A FEW ADDITIONAL THOUGHTS ON THE ROLLING STONE STORY: One person who shouldn’t get off the hook here is UVA President Teresa Sullivan. She essentially found the fraternity guilty based on a story in a music tabloid. She could have told the University community that “we don’t convict people based on stories in the media,” that she was going to independently investigate the accusations, and that people named in tabloid stories should be regarded as innocent until proven guilty in the American tradition. She did no such thing. She hastily imposed a group punishment on the entire Greek system, and pretty much stood by while angry crowds mobbed and vandalized the fraternity house. (Faculty members didn’t help by staging their own marches; they may want — especially now — to characterize those marches as “anti-rape” or “pro-woman,” but there’s no getting around the fact that they were perceived at the time, and probably meant, as targeting the accused. In this case, the falsely accused.) As I’ve said before, there’s no place in America today where the authorities are more likely to be found siding with (or at least enabling) a lynch mob than on a university campus, and that’s a disgrace.

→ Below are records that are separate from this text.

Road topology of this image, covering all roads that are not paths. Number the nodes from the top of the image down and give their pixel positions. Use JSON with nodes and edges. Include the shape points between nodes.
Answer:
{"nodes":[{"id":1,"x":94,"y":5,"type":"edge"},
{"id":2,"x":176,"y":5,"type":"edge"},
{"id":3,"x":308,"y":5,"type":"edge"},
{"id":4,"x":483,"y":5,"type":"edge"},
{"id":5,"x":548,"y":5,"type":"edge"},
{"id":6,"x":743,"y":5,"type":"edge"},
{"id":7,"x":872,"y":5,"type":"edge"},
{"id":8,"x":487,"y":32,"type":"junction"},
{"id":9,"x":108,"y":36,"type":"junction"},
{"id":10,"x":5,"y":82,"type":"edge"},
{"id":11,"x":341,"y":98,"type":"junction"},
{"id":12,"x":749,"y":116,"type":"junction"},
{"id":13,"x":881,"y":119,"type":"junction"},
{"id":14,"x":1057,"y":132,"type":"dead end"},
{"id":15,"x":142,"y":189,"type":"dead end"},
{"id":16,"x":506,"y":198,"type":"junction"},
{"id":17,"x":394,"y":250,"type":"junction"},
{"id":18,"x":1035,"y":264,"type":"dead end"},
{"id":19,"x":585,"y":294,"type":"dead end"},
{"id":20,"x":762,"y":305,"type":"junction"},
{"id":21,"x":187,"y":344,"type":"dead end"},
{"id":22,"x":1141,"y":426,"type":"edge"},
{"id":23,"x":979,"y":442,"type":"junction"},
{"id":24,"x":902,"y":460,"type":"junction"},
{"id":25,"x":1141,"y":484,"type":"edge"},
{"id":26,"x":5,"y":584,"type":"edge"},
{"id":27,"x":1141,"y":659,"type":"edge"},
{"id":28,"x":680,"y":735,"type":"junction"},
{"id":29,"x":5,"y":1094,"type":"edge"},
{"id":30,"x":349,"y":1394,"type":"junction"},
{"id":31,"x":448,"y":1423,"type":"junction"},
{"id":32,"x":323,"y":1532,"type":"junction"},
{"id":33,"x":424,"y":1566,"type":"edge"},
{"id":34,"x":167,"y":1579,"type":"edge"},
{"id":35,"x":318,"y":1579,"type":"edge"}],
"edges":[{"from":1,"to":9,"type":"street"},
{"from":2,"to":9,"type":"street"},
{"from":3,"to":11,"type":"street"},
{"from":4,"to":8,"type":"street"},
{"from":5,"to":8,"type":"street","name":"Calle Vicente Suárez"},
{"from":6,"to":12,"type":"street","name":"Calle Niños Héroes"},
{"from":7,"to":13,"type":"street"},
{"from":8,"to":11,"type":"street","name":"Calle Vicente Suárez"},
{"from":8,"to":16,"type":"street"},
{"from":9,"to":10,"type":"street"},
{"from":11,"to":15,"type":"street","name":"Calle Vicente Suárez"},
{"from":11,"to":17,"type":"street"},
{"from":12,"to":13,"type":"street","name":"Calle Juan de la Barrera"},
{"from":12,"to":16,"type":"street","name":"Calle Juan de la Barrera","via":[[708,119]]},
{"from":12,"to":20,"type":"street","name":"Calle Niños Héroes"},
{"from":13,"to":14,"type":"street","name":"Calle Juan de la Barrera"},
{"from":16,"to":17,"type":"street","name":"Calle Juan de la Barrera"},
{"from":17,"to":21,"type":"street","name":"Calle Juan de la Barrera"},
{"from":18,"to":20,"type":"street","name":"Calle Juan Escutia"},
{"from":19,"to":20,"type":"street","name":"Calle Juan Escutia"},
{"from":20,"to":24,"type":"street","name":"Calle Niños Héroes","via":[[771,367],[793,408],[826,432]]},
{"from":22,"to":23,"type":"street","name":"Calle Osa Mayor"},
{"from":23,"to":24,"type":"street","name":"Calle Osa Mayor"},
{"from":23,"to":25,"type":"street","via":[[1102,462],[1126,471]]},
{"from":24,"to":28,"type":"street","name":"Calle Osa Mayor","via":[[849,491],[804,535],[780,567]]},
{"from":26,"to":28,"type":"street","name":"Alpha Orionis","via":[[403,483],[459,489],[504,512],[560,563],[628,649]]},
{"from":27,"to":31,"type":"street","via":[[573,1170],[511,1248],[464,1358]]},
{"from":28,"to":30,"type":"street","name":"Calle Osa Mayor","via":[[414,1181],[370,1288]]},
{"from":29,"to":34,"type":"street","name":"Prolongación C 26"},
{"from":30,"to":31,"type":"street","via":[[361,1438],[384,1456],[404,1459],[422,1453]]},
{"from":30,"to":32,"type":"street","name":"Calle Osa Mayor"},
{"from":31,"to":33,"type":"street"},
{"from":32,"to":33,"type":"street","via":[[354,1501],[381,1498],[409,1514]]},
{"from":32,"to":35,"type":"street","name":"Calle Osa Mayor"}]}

University presidents, along with the rest of the administration and faculty, talk a lot about a “university community.” But when it comes time to show students who produce bad press the kind of fairness that any member of an academic community should expect as a matter of right, they often drop the ball. At the very least, Sullivan owes these fraternity guys, and the Greek community, an open, public, and contrite apology. If I were on the UVA Board of Visitors, I’d be demanding her resignation.

UPDATE: U.Va. president: Rolling Stone story “damaged serious efforts” to combat sexual assault. “Sullivan, in her statement Sunday, made no apology to those fraternity members she treated as guilty without evidence.”